What you will do: The full listing should be set down again precisely.

____________________

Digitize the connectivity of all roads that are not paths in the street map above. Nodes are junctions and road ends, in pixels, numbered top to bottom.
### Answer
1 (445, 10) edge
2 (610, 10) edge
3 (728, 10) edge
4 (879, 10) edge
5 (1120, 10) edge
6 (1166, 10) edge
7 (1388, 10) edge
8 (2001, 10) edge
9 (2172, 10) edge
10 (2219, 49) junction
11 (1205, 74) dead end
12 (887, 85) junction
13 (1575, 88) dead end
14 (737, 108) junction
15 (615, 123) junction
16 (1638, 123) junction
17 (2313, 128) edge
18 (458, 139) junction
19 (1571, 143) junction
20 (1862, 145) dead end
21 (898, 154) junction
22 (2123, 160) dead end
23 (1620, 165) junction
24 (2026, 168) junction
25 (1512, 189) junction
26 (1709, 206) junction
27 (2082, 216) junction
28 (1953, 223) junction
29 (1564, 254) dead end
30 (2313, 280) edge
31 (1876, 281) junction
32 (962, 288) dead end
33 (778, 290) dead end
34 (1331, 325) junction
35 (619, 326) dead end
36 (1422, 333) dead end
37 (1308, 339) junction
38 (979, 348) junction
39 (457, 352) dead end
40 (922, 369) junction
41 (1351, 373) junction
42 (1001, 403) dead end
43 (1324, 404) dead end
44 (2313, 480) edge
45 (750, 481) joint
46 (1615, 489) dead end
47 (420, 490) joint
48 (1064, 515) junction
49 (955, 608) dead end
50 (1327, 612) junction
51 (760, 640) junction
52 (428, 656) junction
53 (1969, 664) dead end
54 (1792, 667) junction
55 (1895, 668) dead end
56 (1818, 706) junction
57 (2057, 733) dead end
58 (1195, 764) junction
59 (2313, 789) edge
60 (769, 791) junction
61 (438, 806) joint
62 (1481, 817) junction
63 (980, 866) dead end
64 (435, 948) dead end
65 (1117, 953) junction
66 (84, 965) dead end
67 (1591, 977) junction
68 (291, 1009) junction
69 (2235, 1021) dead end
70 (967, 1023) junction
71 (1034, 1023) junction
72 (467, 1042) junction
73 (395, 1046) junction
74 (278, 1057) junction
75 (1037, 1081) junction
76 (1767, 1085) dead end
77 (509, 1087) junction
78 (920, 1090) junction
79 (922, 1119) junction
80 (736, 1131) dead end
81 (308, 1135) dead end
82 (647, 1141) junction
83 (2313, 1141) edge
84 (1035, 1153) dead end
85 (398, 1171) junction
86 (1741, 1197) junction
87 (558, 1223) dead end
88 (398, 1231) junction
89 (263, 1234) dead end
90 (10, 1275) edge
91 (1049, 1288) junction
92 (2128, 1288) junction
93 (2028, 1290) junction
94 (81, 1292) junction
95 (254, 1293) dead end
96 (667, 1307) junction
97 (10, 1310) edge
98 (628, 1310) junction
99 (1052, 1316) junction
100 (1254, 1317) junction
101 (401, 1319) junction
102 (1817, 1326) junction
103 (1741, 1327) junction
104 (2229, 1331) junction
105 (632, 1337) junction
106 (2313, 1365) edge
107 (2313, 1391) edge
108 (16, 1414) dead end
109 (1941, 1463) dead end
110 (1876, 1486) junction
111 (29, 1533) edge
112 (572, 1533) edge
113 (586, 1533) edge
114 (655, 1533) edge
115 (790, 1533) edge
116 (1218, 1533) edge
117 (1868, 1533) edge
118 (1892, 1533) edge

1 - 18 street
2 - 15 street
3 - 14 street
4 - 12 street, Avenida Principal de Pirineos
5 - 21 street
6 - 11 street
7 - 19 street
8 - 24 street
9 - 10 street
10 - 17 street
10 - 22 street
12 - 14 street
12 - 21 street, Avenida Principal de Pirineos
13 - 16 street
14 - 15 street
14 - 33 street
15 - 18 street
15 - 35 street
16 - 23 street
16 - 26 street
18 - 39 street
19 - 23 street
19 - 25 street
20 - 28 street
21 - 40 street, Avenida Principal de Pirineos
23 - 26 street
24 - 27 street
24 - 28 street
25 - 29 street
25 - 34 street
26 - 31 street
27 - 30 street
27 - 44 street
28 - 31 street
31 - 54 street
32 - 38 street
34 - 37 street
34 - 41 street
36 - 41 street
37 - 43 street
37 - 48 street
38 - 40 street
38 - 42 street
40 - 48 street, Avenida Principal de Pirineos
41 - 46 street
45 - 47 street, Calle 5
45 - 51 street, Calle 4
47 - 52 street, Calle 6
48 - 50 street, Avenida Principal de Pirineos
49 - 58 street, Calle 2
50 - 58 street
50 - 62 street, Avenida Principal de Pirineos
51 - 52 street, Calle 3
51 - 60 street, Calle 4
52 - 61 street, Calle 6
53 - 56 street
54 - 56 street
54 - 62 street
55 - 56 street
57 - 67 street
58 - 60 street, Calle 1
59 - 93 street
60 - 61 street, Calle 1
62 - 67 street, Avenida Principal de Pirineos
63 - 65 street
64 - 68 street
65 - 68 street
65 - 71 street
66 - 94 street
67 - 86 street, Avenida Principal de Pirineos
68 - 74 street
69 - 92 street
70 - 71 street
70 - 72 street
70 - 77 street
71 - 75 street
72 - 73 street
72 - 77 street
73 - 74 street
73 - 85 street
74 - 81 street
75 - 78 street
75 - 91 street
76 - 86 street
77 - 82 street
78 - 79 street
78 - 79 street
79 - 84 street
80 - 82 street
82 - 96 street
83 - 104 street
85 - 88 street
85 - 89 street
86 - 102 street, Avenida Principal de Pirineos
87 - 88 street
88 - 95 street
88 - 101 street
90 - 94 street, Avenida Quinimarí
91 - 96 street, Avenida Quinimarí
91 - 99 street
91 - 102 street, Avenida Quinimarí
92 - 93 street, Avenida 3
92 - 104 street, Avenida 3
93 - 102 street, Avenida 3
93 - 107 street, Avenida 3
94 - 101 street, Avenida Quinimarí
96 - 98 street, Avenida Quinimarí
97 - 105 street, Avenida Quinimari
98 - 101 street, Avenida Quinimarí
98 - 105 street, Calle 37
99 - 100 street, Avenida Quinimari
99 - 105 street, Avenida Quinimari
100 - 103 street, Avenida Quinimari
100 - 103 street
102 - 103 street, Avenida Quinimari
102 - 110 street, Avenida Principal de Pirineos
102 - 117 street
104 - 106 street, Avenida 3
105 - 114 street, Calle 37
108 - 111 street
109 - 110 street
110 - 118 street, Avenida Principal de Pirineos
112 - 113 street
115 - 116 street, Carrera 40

____________________

Written solution:
Digitize the connectivity of all roads that are not paths in the street map above. Nodes are junctions and road ends, in pixels, numbered top to bottom.
### Answer
1 (445, 10) edge
2 (610, 10) edge
3 (728, 10) edge
4 (879, 10) edge
5 (1120, 10) edge
6 (1166, 10) edge
7 (1388, 10) edge
8 (2001, 10) edge
9 (2172, 10) edge
10 (2219, 49) junction
11 (1205, 74) dead end
12 (887, 85) junction
13 (1575, 88) dead end
14 (737, 108) junction
15 (615, 123) junction
16 (1638, 123) junction
17 (2313, 128) edge
18 (458, 139) junction
19 (1571, 143) junction
20 (1862, 145) dead end
21 (898, 154) junction
22 (2123, 160) dead end
23 (1620, 165) junction
24 (2026, 168) junction
25 (1512, 189) junction
26 (1709, 206) junction
27 (2082, 216) junction
28 (1953, 223) junction
29 (1564, 254) dead end
30 (2313, 280) edge
31 (1876, 281) junction
32 (962, 288) dead end
33 (778, 290) dead end
34 (1331, 325) junction
35 (619, 326) dead end
36 (1422, 333) dead end
37 (1308, 339) junction
38 (979, 348) junction
39 (457, 352) dead end
40 (922, 369) junction
41 (1351, 373) junction
42 (1001, 403) dead end
43 (1324, 404) dead end
44 (2313, 480) edge
45 (750, 481) joint
46 (1615, 489) dead end
47 (420, 490) joint
48 (1064, 515) junction
49 (955, 608) dead end
50 (1327, 612) junction
51 (760, 640) junction
52 (428, 656) junction
53 (1969, 664) dead end
54 (1792, 667) junction
55 (1895, 668) dead end
56 (1818, 706) junction
57 (2057, 733) dead end
58 (1195, 764) junction
59 (2313, 789) edge
60 (769, 791) junction
61 (438, 806) joint
62 (1481, 817) junction
63 (980, 866) dead end
64 (435, 948) dead end
65 (1117, 953) junction
66 (84, 965) dead end
67 (1591, 977) junction
68 (291, 1009) junction
69 (2235, 1021) dead end
70 (967, 1023) junction
71 (1034, 1023) junction
72 (467, 1042) junction
73 (395, 1046) junction
74 (278, 1057) junction
75 (1037, 1081) junction
76 (1767, 1085) dead end
77 (509, 1087) junction
78 (920, 1090) junction
79 (922, 1119) junction
80 (736, 1131) dead end
81 (308, 1135) dead end
82 (647, 1141) junction
83 (2313, 1141) edge
84 (1035, 1153) dead end
85 (398, 1171) junction
86 (1741, 1197) junction
87 (558, 1223) dead end
88 (398, 1231) junction
89 (263, 1234) dead end
90 (10, 1275) edge
91 (1049, 1288) junction
92 (2128, 1288) junction
93 (2028, 1290) junction
94 (81, 1292) junction
95 (254, 1293) dead end
96 (667, 1307) junction
97 (10, 1310) edge
98 (628, 1310) junction
99 (1052, 1316) junction
100 (1254, 1317) junction
101 (401, 1319) junction
102 (1817, 1326) junction
103 (1741, 1327) junction
104 (2229, 1331) junction
105 (632, 1337) junction
106 (2313, 1365) edge
107 (2313, 1391) edge
108 (16, 1414) dead end
109 (1941, 1463) dead end
110 (1876, 1486) junction
111 (29, 1533) edge
112 (572, 1533) edge
113 (586, 1533) edge
114 (655, 1533) edge
115 (790, 1533) edge
116 (1218, 1533) edge
117 (1868, 1533) edge
118 (1892, 1533) edge

1 - 18 street
2 - 15 street
3 - 14 street
4 - 12 street, Avenida Principal de Pirineos
5 - 21 street
6 - 11 street
7 - 19 street
8 - 24 street
9 - 10 street
10 - 17 street
10 - 22 street
12 - 14 street
12 - 21 street, Avenida Principal de Pirineos
13 - 16 street
14 - 15 street
14 - 33 street
15 - 18 street
15 - 35 street
16 - 23 street
16 - 26 street
18 - 39 street
19 - 23 street
19 - 25 street
20 - 28 street
21 - 40 street, Avenida Principal de Pirineos
23 - 26 street
24 - 27 street
24 - 28 street
25 - 29 street
25 - 34 street
26 - 31 street
27 - 30 street
27 - 44 street
28 - 31 street
31 - 54 street
32 - 38 street
34 - 37 street
34 - 41 street
36 - 41 street
37 - 43 street
37 - 48 street
38 - 40 street
38 - 42 street
40 - 48 street, Avenida Principal de Pirineos
41 - 46 street
45 - 47 street, Calle 5
45 - 51 street, Calle 4
47 - 52 street, Calle 6
48 - 50 street, Avenida Principal de Pirineos
49 - 58 street, Calle 2
50 - 58 street
50 - 62 street, Avenida Principal de Pirineos
51 - 52 street, Calle 3
51 - 60 street, Calle 4
52 - 61 street, Calle 6
53 - 56 street
54 - 56 street
54 - 62 street
55 - 56 street
57 - 67 street
58 - 60 street, Calle 1
59 - 93 street
60 - 61 street, Calle 1
62 - 67 street, Avenida Principal de Pirineos
63 - 65 street
64 - 68 street
65 - 68 street
65 - 71 street
66 - 94 street
67 - 86 street, Avenida Principal de Pirineos
68 - 74 street
69 - 92 street
70 - 71 street
70 - 72 street
70 - 77 street
71 - 75 street
72 - 73 street
72 - 77 street
73 - 74 street
73 - 85 street
74 - 81 street
75 - 78 street
75 - 91 street
76 - 86 street
77 - 82 street
78 - 79 street
78 - 79 street
79 - 84 street
80 - 82 street
82 - 96 street
83 - 104 street
85 - 88 street
85 - 89 street
86 - 102 street, Avenida Principal de Pirineos
87 - 88 street
88 - 95 street
88 - 101 street
90 - 94 street, Avenida Quinimarí
91 - 96 street, Avenida Quinimarí
91 - 99 street
91 - 102 street, Avenida Quinimarí
92 - 93 street, Avenida 3
92 - 104 street, Avenida 3
93 - 102 street, Avenida 3
93 - 107 street, Avenida 3
94 - 101 street, Avenida Quinimarí
96 - 98 street, Avenida Quinimarí
97 - 105 street, Avenida Quinimari
98 - 101 street, Avenida Quinimarí
98 - 105 street, Calle 37
99 - 100 street, Avenida Quinimari
99 - 105 street, Avenida Quinimari
100 - 103 street, Avenida Quinimari
100 - 103 street
102 - 103 street, Avenida Quinimari
102 - 110 street, Avenida Principal de Pirineos
102 - 117 street
104 - 106 street, Avenida 3
105 - 114 street, Calle 37
108 - 111 street
109 - 110 street
110 - 118 street, Avenida Principal de Pirineos
112 - 113 street
115 - 116 street, Carrera 40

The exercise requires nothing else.